Quantum chemistry calculations of the growth patterns, simulated photoelectron spectra, and electronic properties of LaASil (A = Sc, Y, La; l ≤ 10) compounds and their anions.

Abstract

The growth patterns, simulated photoelectron spectra, and electronic properties of LaASil (A = Sc, Y, and La; l ≤ 10) compounds and their anions were studied via quantum chemistry calculations using the Perdew-Burke-Ernzerhof (PBE) method and unprejudiced structural searching software ABCluster. The results revealed that the growth patterns of the most stable structures of neutral and anionic LaASil showed an adsorptive mode. The lowest-energy structures (LESs) of the LaASil (l ≤ 7) clusters were similar, except for those of anionic LaYSi4- and LaYSi5- and neutral LaScSi7. Additionally, we investigated and calculated the photoelectron spectra, vertical detachment energies, adiabatic electron affinities, relative stability, charge transfer, magnetic moment, and chemical bond analysis of the LaASil ground-state structures.

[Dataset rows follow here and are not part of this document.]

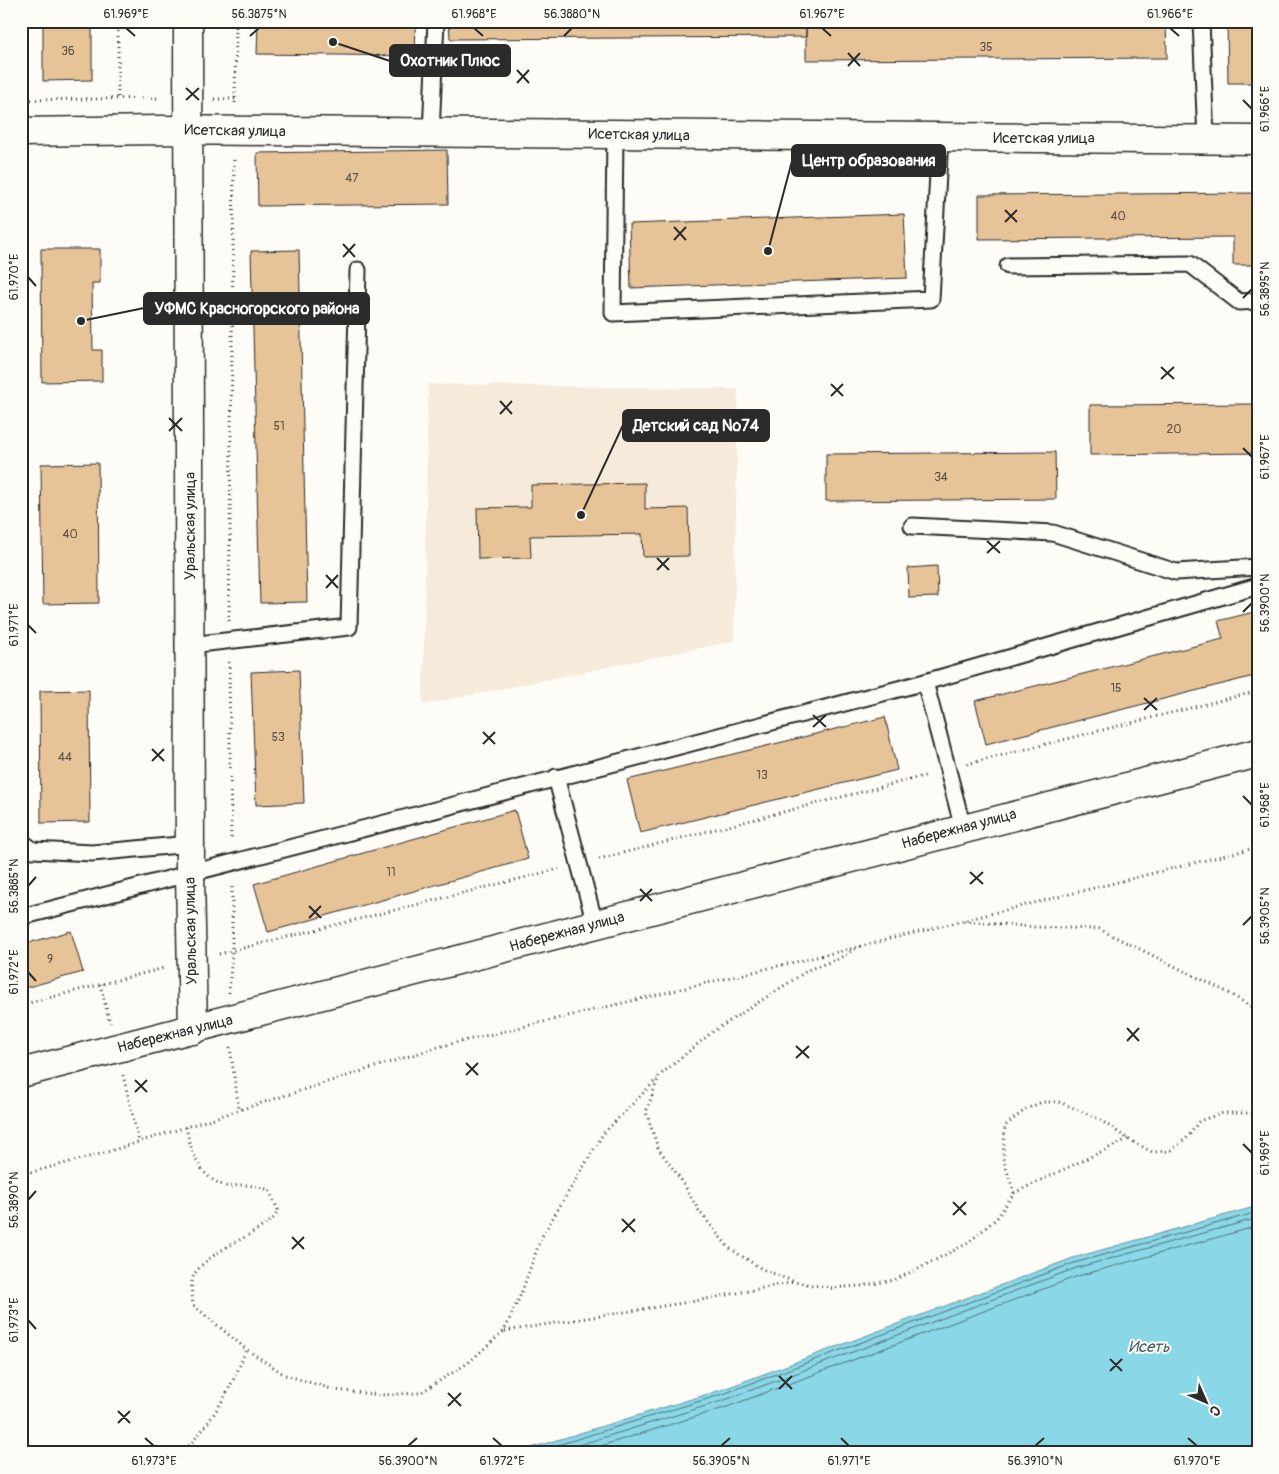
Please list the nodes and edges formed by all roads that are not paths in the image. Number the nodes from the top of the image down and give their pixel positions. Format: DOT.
graph roads {
  1 [pos="188,21"];
  2 [pos="436,21"];
  3 [pos="1201,21"];
  4 [pos="21,124"];
  5 [pos="189,130"];
  6 [pos="21,132"];
  7 [pos="431,133"];
  8 [pos="615,135"];
  9 [pos="940,138"];
  10 [pos="1206,140"];
  11 [pos="1258,140"];
  12 [pos="1008,266"];
  13 [pos="358,270"];
  14 [pos="1258,301"];
  15 [pos="912,526"];
  16 [pos="1258,567"];
  17 [pos="1258,586"];
  18 [pos="190,645"];
  19 [pos="925,682"];
  20 [pos="1258,753"];
  21 [pos="556,776"];
  22 [pos="963,828"];
  23 [pos="21,841"];
  24 [pos="190,844"];
  25 [pos="190,874"];
  26 [pos="21,917"];
  27 [pos="595,924"];
  28 [pos="193,1030"];
  29 [pos="21,1073"];
  1 -- 5 [label="street, Уральская улица"];
  2 -- 7 [label="lane"];
  3 -- 10 [label="lane"];
  4 -- 6 [label="lane"];
  5 -- 6 [label="street, Исетская улица"];
  5 -- 7 [label="street, Исетская улица"];
  5 -- 18 [label="street, Уральская улица"];
  7 -- 8 [label="street, Исетская улица"];
  8 -- 9 [label="street, Исетская улица"];
  8 -- 9 [label="lane"];
  9 -- 10 [label="street, Исетская улица"];
  10 -- 11 [label="street, Исетская улица"];
  12 -- 14 [label="lane"];
  13 -- 18 [label="lane"];
  15 -- 16 [label="lane"];
  17 -- 19 [label="lane"];
  18 -- 24 [label="street, Уральская улица"];
  19 -- 21 [label="lane"];
  19 -- 22 [label="lane"];
  20 -- 22 [label="street, Набережная улица"];
  21 -- 25 [label="lane"];
  21 -- 27 [label="lane"];
  22 -- 27 [label="street, Набережная улица"];
  23 -- 24 [label="lane"];
  24 -- 25 [label="street, Уральская улица"];
  25 -- 26 [label="lane"];
  25 -- 28 [label="street, Уральская улица"];
  27 -- 28 [label="street, Набережная улица"];
  28 -- 29 [label="street, Набережная улица"];
}
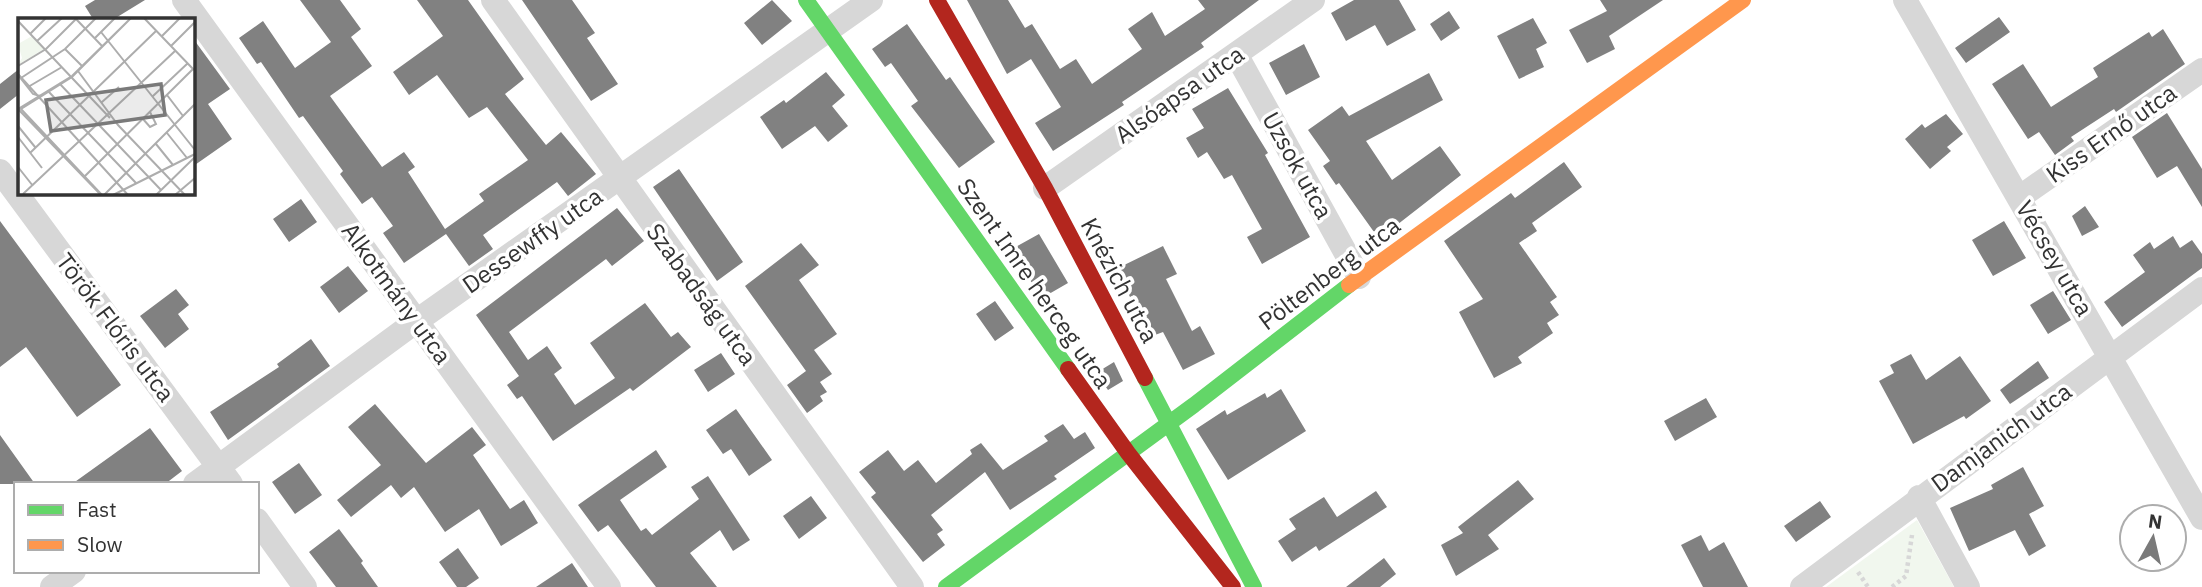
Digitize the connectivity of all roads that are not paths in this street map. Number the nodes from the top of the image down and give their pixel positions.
1 (184, 0) edge
2 (493, 0) edge
3 (806, 0) edge
4 (871, 0) edge
5 (937, 0) edge
6 (1313, 0) edge
7 (1743, 0) edge
8 (1905, 0) edge
9 (828, 32) junction
10 (1236, 54) junction
11 (2202, 70) edge
12 (0, 171) edge
13 (620, 179) junction
14 (1045, 188) junction
15 (2020, 197) junction
16 (1359, 277) junction
17 (2202, 289) edge
18 (418, 320) junction
19 (2110, 356) junction
20 (1169, 423) junction
21 (1128, 453) junction
22 (225, 475) edge
23 (202, 482) edge
24 (1919, 497) junction
25 (2202, 518) edge
26 (259, 523) edge
27 (71, 573) edge
28 (52, 587) edge
29 (305, 587) edge
30 (609, 587) edge
31 (912, 587) edge
32 (946, 587) edge
33 (1233, 587) edge
34 (1254, 587) edge
35 (1802, 587) edge
36 (1968, 587) edge

1 - 18 street, Alkotmány utca
2 - 13 street, Szabadság utca
3 - 9 street, Szent Imre herceg utca
4 - 9 street, Dessewffy utca
5 - 14 street, Knézich utca
6 - 10 street, Alsóapsa utca
7 - 16 street, Pöltenberg utca
8 - 15 street, Vécsey utca
9 - 13 street, Dessewffy utca
9 - 21 street, Szent Imre herceg utca
10 - 14 street, Alsóapsa utca
10 - 16 street, Uzsok utca
11 - 15 street, Kiss Ernő utca
12 - 22 street, Török Flóris utca
13 - 18 street, Dessewffy utca
13 - 31 street, Szabadság utca
14 - 20 street, Knézich utca
15 - 19 street, Vécsey utca
16 - 20 street, Pöltenberg utca
17 - 19 street, Damjanich utca
18 - 22 street, Dessewffy utca
18 - 30 street, Alkotmány utca
19 - 24 street, Damjanich utca
19 - 25 street, Vécsey utca
20 - 21 street, Pöltenberg utca
20 - 34 street, Knézich utca
21 - 32 street, Pöltenberg utca
21 - 33 street, Szent Imre herceg utca
22 - 23 street, Dessewffy utca
24 - 35 street, Damjanich utca
24 - 36 street
26 - 29 street
27 - 28 street

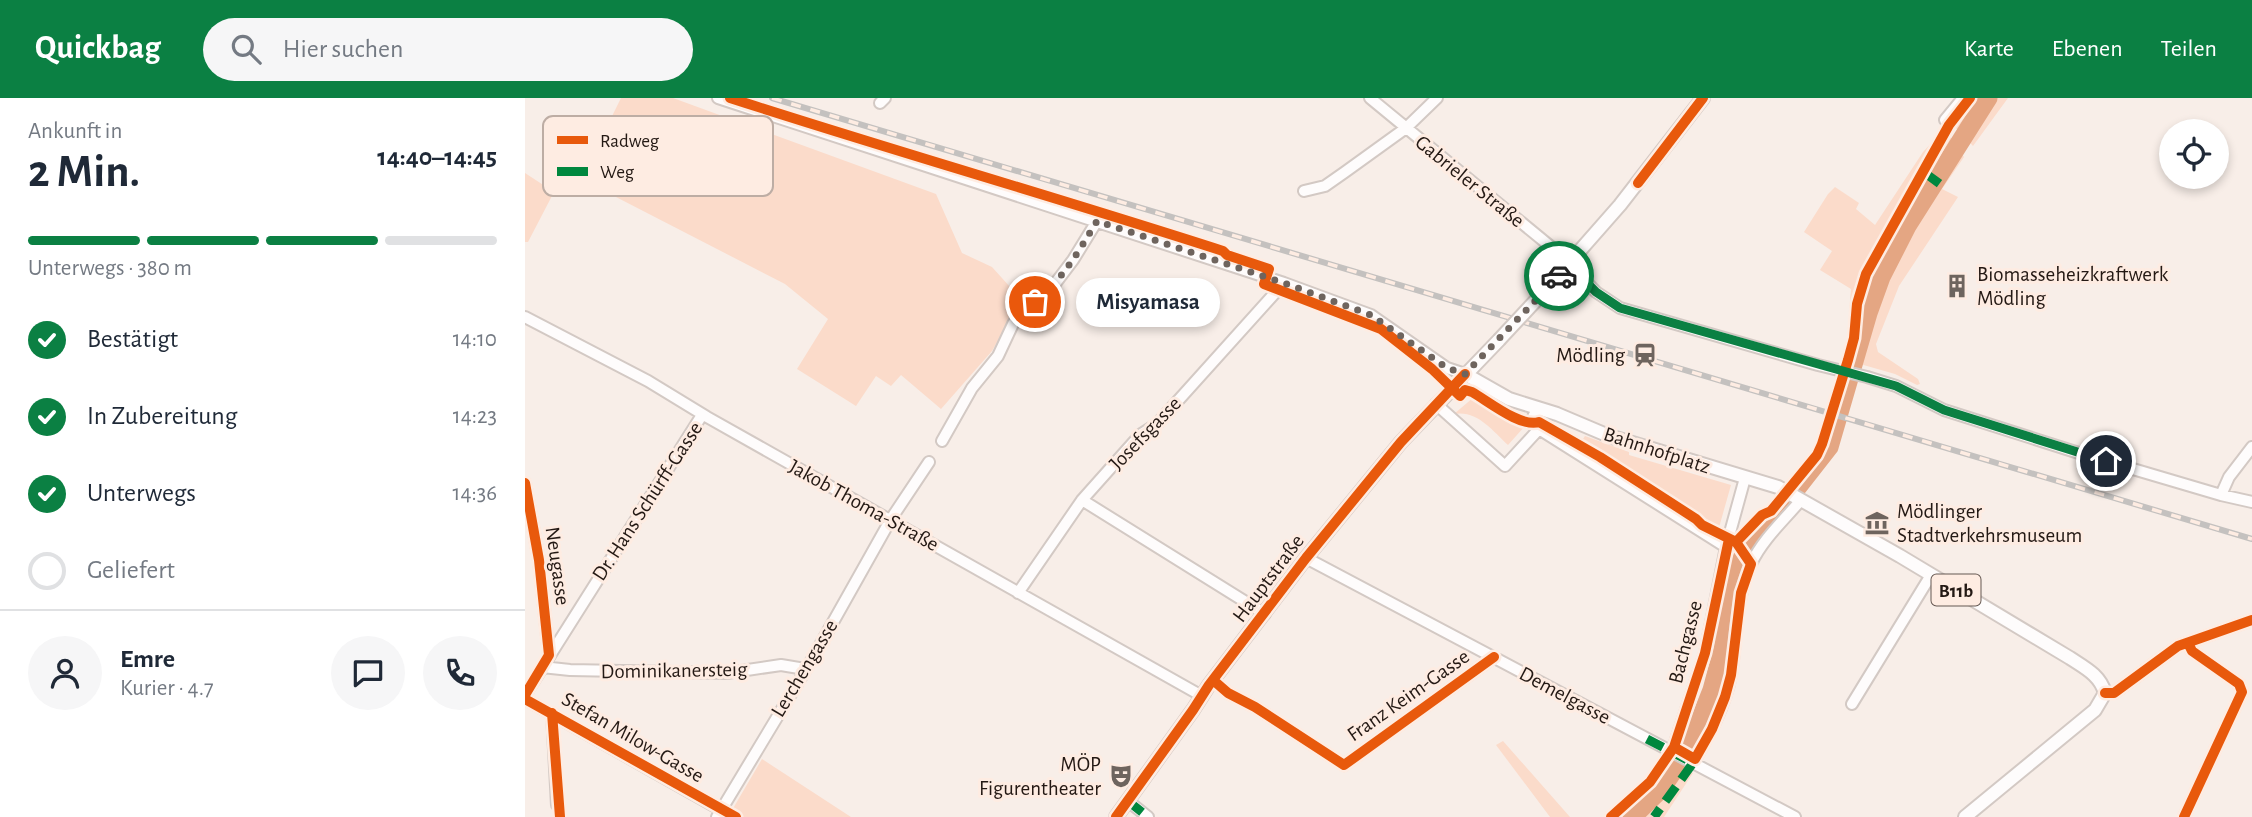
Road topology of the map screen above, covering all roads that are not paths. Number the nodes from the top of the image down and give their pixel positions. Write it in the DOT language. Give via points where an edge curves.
graph roads {
  1 [pos="718,98"];
  2 [pos="1370,98"];
  3 [pos="1437,98"];
  4 [pos="1703,98"];
  5 [pos="1963,98"];
  6 [pos="1945,120"];
  7 [pos="1406,128"];
  8 [pos="1304,191"];
  9 [pos="1097,221"];
  10 [pos="1569,265"];
  11 [pos="1284,283"];
  12 [pos="525,317"];
  13 [pos="1465,374"];
  14 [pos="1436,404"];
  15 [pos="1537,409"];
  16 [pos="702,415"];
  17 [pos="1539,429"];
  18 [pos="942,441"];
  19 [pos="2252,447"];
  20 [pos="929,461"];
  21 [pos="1745,478"];
  22 [pos="525,483"];
  23 [pos="2221,495"];
  24 [pos="1799,499"];
  25 [pos="1082,500"];
  26 [pos="2252,502"];
  27 [pos="891,519"];
  28 [pos="1726,547"];
  29 [pos="1306,558"];
  30 [pos="1931,575"];
  31 [pos="1018,593"];
  32 [pos="1265,614"];
  33 [pos="2252,620"];
  34 [pos="2187,643"];
  35 [pos="549,655"];
  36 [pos="1494,657"];
  37 [pos="542,667"];
  38 [pos="805,669"];
  39 [pos="1213,680"];
  40 [pos="2105,693"];
  41 [pos="1202,696"];
  42 [pos="525,697"];
  43 [pos="1852,704"];
  44 [pos="552,713"];
  45 [pos="1674,751"];
  46 [pos="1690,762"];
  47 [pos="1128,802"];
  48 [pos="557,805"];
  49 [pos="719,813"];
  50 [pos="1116,817"];
  51 [pos="1148,817"];
  52 [pos="1795,817"];
  53 [pos="1965,817"];
  54 [pos="2184,817"];
  1 -- 9 [label="street"];
  2 -- 7 [label="street, Gabrieler Straße"];
  3 -- 7 [label="street"];
  4 -- 10 [label="main road, Hauptstraße"];
  5 -- 6 [label="street"];
  7 -- 8 [label="street" via="1325,186"];
  7 -- 10 [label="street, Gabrieler Straße"];
  9 -- 11 [label="street"];
  9 -- 18 [label="street" via="1051,289 1019,315"];
  10 -- 13 [label="main road, Hauptstraße, bridge"];
  10 -- 23 [label="street, Gabrieler Straße" via="1620,308 1896,386 1944,410"];
  11 -- 13 [label="street" via="1371,315 1447,368"];
  11 -- 25 [label="street, Josefsgasse"];
  12 -- 16 [label="street, Jakob Thoma-Straße"];
  13 -- 14 [label="main road, Hauptstraße"];
  13 -- 15 [label="main road, Bahnhofplatz / B11b"];
  14 -- 17 [label="street" via="1505,466"];
  14 -- 29 [label="main road, Hauptstraße"];
  15 -- 17 [label="street" via="1533,417"];
  15 -- 21 [label="main road, Bahnhofplatz / B11b"];
  16 -- 27 [label="street, Jakob Thoma-Straße"];
  16 -- 35 [label="street, Dr. Hans Schürff-Gasse"];
  17 -- 28 [label="street, Bahnhofplatz"];
  19 -- 23 [label="street"];
  20 -- 27 [label="street, Lerchengasse"];
  21 -- 24 [label="main road, Bahnhofplatz / B11b"];
  21 -- 28 [label="street, Bachgasse"];
  22 -- 35 [label="street, Neugasse"];
  23 -- 26 [label="street, Gabrieler Straße"];
  24 -- 30 [label="main road, B11b"];
  24 -- 46 [label="street" via="1751,564 1741,593 1725,697 1712,729"];
  25 -- 31 [label="street, Josefsgasse"];
  25 -- 32 [label="street"];
  27 -- 31 [label="street, Jakob Thoma-Straße"];
  27 -- 38 [label="street, Lerchengasse"];
  28 -- 45 [label="street, Bachgasse" via="1705,653"];
  29 -- 32 [label="main road, Hauptstraße"];
  29 -- 36 [label="street, Demelgasse"];
  30 -- 40 [label="main road, B11b" via="2070,658 2102,682"];
  30 -- 43 [label="street"];
  31 -- 41 [label="street, Jakob Thoma-Straße"];
  32 -- 39 [label="main road, Hauptstraße"];
  33 -- 34 [label="street"];
  34 -- 40 [label="street" via="2114,692"];
  34 -- 54 [label="street" via="2239,684 2242,692"];
  35 -- 37 [label="street, Dr. Hans Schürff-Gasse"];
  36 -- 39 [label="street, Franz Keim-Gasse" via="1344,765"];
  36 -- 45 [label="street, Demelgasse"];
  37 -- 38 [label="street, Dominikanersteig" via="727,673 781,665"];
  37 -- 42 [label="street, Dr. Hans Schürff-Gasse"];
  38 -- 49 [label="street, Lerchengasse"];
  39 -- 41 [label="main road, Hauptstraße"];
  40 -- 53 [label="main road" via="2095,710"];
  41 -- 47 [label="main road, Hauptstraße"];
  42 -- 44 [label="street, Stefan Milow-Gasse"];
  44 -- 48 [label="street"];
  44 -- 49 [label="street, Stefan Milow-Gasse"];
  45 -- 46 [label="street, Demelgasse"];
  46 -- 52 [label="street"];
  47 -- 50 [label="main road, Hauptstraße"];
  47 -- 51 [label="street"];
}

The La2Sil clusters exhibited higher stability than the LaYSil and LaScSil systems owing to their higher dissociation energies (DEs). The DEs of the LESs in the LaASi3 molecule are higher than those of other clusters. Thus, the LaASi3 cluster shows potential as a building framework for Si-based cluster materials with good stability. The natural population analysis data and chemical bond analysis results showed that the spd hybridization of the orbitals of the metal atoms in the LaASil system occurred. Except for the LaScSi9 and LaScSi10 clusters, the neutral LaASil compounds transform into the corresponding anions when an extra electron is accepted by the Si clusters.